DIRECTIONS FOR THIS TASK: Restate each entry shown beneath this instruction, keeping its wording intact.

THE DATA:
━━━━━━━━━━━━━━━━━━━━━━━━━━━━━━

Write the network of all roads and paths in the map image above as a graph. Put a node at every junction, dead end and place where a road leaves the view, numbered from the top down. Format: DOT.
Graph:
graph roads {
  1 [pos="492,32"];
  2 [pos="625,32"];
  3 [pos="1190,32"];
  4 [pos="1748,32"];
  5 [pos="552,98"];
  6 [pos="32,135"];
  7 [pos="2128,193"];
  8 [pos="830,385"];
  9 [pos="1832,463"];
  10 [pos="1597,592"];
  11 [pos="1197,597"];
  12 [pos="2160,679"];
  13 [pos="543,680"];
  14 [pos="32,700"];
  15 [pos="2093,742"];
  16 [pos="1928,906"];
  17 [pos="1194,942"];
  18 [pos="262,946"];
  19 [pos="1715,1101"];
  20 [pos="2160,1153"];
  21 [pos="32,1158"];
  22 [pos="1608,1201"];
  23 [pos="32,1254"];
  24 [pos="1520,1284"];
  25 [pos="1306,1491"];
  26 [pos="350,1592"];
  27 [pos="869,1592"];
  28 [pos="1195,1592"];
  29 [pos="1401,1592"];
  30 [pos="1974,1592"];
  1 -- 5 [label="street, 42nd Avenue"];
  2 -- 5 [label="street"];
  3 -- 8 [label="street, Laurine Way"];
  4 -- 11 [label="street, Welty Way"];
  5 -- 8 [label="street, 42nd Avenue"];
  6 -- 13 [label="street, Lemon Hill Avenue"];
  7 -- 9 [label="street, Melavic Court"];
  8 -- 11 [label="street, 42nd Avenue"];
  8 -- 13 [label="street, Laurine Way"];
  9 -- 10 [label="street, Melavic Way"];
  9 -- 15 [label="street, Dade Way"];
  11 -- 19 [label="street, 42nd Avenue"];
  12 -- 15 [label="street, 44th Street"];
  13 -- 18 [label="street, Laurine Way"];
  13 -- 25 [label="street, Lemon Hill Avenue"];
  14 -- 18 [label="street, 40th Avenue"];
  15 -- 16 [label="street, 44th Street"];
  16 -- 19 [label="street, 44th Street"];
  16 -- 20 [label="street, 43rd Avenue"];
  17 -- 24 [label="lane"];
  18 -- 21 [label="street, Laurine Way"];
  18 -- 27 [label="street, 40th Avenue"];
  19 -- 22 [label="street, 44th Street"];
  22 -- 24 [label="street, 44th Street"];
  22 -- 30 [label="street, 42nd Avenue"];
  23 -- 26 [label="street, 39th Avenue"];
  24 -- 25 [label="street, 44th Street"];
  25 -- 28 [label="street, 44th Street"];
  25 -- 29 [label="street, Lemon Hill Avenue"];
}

━━━━━━━━━━━━━━━━━━━━━━━━━━━━━━

ANSWER SECTION:
Write the network of all roads and paths in the map image above as a graph. Put a node at every junction, dead end and place where a road leaves the view, numbered from the top down. Format: DOT.
Graph:
graph roads {
  1 [pos="492,32"];
  2 [pos="625,32"];
  3 [pos="1190,32"];
  4 [pos="1748,32"];
  5 [pos="552,98"];
  6 [pos="32,135"];
  7 [pos="2128,193"];
  8 [pos="830,385"];
  9 [pos="1832,463"];
  10 [pos="1597,592"];
  11 [pos="1197,597"];
  12 [pos="2160,679"];
  13 [pos="543,680"];
  14 [pos="32,700"];
  15 [pos="2093,742"];
  16 [pos="1928,906"];
  17 [pos="1194,942"];
  18 [pos="262,946"];
  19 [pos="1715,1101"];
  20 [pos="2160,1153"];
  21 [pos="32,1158"];
  22 [pos="1608,1201"];
  23 [pos="32,1254"];
  24 [pos="1520,1284"];
  25 [pos="1306,1491"];
  26 [pos="350,1592"];
  27 [pos="869,1592"];
  28 [pos="1195,1592"];
  29 [pos="1401,1592"];
  30 [pos="1974,1592"];
  1 -- 5 [label="street, 42nd Avenue"];
  2 -- 5 [label="street"];
  3 -- 8 [label="street, Laurine Way"];
  4 -- 11 [label="street, Welty Way"];
  5 -- 8 [label="street, 42nd Avenue"];
  6 -- 13 [label="street, Lemon Hill Avenue"];
  7 -- 9 [label="street, Melavic Court"];
  8 -- 11 [label="street, 42nd Avenue"];
  8 -- 13 [label="street, Laurine Way"];
  9 -- 10 [label="street, Melavic Way"];
  9 -- 15 [label="street, Dade Way"];
  11 -- 19 [label="street, 42nd Avenue"];
  12 -- 15 [label="street, 44th Street"];
  13 -- 18 [label="street, Laurine Way"];
  13 -- 25 [label="street, Lemon Hill Avenue"];
  14 -- 18 [label="street, 40th Avenue"];
  15 -- 16 [label="street, 44th Street"];
  16 -- 19 [label="street, 44th Street"];
  16 -- 20 [label="street, 43rd Avenue"];
  17 -- 24 [label="lane"];
  18 -- 21 [label="street, Laurine Way"];
  18 -- 27 [label="street, 40th Avenue"];
  19 -- 22 [label="street, 44th Street"];
  22 -- 24 [label="street, 44th Street"];
  22 -- 30 [label="street, 42nd Avenue"];
  23 -- 26 [label="street, 39th Avenue"];
  24 -- 25 [label="street, 44th Street"];
  25 -- 28 [label="street, 44th Street"];
  25 -- 29 [label="street, Lemon Hill Avenue"];
}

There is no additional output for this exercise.